Despite the growing interest in seabed mapping in the context of sea level rise and storm intensification, only 10% of the global bathymetry has been sampled using reliable technologies, such as sonar or lidar, primarily due to the high cost of associated campaigns (waterborne and airborne). Consequently, satellite-derived bathymetry has thrived rapidly in recent decades, given its affordability for the user, and its ongoing gain in radiometric, spatial, spectral and temporal resolutions.

As a flagship of the very high spatial resolution sensor, the Pléiades Neo (PNEO) multispectral imagery, acquired by PNEO 3 and 4 sensors, leverages 6 bands : 1 purple (so-called deep blue), 3 visible, 1 red edge, and 1 infrared, provided with a spatial resolution of 1.2 m. This new sensor thus outperforms the Pléiades-1 multispectral imagery endowed with 4 bands (3 visible and 1 infrared) at 2 m pixel size.

The contribution of the novel bands of the PNEO to the bathymetry retrieval was innovatively quantified over an optically-challenging body of coastal seawater (0.2 m^-1 of vertical light attenuation). The importance of the level of the radiometric correction was tested based on the bathymetric lidar bathymetry predicted by a neural network (1 hidden layer and three neurons).

A PNEO 4 imagery was collected over the megatidal Bay of Saint-Malo (Brittany, France) on December 7, 2022. Following the orthorectification, the multispectral imagery was processed for the radiometric correction using the PNEO 4-specific spectral sensitivity, yielding five outputs: digital numbers (DN), top-of-atmosphere (TOA) radiance, TOA reflectance, bottom-of-atmosphere (BOA) maritime-modelled reflectance, and BOA tropospheric-modelled reflectance. The lidar response dataset, ranging from 0 to 20 m depth, was statistically stratified at the rate of 90 random samples per bathymetric slice of 1 m, every one divided into calibration, validation and test sub-samples.

The best predictions, reaching R²test of 0.81, were obtained for the full PNEO 4 dataset when uncorrected for the radiometry (namely, DN), corrected at both the TOA radiance and reflectance. For both BOA full-dataset products, the results were slightly less satisfactory: R²test of 0.75 (maritime) and 0.76 (tropospheric).

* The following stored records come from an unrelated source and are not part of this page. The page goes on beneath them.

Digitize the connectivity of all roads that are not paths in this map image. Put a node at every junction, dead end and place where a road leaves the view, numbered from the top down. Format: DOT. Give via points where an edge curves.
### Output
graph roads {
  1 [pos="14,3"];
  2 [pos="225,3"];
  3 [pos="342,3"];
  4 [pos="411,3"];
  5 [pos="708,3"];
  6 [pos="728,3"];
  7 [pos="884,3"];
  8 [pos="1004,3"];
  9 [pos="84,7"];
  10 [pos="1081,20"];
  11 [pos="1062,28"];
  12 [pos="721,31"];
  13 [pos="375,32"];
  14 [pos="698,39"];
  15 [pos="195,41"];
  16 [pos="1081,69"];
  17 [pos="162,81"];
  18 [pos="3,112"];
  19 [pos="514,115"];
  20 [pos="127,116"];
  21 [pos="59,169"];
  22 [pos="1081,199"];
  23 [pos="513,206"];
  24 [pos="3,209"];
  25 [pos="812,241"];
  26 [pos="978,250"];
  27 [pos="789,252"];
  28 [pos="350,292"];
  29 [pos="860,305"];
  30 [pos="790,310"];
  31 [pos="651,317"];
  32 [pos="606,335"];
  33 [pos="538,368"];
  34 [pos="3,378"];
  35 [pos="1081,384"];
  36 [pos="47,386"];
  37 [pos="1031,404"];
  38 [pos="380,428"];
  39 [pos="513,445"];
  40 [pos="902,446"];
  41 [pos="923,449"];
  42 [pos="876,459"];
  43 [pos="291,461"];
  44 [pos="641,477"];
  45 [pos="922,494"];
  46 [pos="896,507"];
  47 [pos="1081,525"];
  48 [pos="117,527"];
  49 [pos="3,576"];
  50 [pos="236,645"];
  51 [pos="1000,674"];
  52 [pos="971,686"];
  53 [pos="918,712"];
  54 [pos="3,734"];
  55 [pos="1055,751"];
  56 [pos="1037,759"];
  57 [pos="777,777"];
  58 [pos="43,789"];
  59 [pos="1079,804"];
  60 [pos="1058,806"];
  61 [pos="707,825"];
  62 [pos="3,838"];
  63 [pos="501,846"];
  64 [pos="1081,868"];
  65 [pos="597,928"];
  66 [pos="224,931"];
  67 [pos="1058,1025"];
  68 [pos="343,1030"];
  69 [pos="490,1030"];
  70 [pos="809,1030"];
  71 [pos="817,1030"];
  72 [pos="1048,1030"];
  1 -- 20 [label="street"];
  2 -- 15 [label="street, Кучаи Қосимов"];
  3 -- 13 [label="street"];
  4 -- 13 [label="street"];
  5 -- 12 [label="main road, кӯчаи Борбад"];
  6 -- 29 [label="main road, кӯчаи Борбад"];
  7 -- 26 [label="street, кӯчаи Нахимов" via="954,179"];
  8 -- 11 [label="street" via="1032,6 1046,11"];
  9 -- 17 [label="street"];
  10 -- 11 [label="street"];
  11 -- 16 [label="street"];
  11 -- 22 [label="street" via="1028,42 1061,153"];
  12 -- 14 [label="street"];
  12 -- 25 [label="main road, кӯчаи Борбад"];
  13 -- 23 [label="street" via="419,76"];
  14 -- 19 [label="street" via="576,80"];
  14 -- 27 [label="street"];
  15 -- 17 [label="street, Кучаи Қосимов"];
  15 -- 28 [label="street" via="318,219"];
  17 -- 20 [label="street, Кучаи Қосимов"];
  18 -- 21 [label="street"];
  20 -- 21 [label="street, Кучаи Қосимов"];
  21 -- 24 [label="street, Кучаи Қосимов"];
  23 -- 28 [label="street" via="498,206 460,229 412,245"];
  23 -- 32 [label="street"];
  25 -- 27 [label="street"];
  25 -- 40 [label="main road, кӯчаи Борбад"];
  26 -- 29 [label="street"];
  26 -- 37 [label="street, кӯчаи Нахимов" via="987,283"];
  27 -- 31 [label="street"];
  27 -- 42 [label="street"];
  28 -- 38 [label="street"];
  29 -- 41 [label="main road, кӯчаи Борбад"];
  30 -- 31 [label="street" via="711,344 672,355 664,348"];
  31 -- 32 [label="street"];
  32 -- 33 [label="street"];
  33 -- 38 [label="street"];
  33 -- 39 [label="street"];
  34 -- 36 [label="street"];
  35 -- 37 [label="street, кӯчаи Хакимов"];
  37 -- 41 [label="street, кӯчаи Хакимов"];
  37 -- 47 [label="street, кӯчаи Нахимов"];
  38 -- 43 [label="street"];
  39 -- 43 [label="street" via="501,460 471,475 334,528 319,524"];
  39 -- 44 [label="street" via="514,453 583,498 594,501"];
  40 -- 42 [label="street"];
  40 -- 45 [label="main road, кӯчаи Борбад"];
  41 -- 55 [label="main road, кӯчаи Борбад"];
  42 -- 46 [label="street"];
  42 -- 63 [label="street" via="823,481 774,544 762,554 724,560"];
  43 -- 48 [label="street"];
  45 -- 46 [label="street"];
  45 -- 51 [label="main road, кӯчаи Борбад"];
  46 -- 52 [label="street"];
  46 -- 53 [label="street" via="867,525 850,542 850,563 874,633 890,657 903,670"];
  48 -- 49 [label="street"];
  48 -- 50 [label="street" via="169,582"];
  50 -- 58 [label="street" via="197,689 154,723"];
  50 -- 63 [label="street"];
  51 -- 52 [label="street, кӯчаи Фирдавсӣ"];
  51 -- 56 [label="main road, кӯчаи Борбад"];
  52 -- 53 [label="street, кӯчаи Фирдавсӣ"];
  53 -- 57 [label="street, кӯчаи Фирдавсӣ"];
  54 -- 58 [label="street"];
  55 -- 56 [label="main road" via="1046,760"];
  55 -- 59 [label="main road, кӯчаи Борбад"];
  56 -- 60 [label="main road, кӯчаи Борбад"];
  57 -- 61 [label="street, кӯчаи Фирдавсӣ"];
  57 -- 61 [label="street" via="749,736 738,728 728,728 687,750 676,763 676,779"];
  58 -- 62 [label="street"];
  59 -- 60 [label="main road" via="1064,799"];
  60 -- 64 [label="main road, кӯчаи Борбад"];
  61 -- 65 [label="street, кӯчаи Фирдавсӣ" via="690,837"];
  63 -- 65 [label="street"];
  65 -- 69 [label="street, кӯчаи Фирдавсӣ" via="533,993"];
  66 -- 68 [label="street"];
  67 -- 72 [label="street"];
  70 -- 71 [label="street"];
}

Taking the reference of the blue-green-red-infrared (simulating Pléiades-1 imagery), gains in R²test attained 0.05 for DN and TOA radiance datasets when the deep blue band replaced the blue one; 0.07 for maritime BOA reflectance when both deep blue and blue bands were integrated; and even 0.11 for that BOA reflectance when all PNEO 4 bands were used as predictors.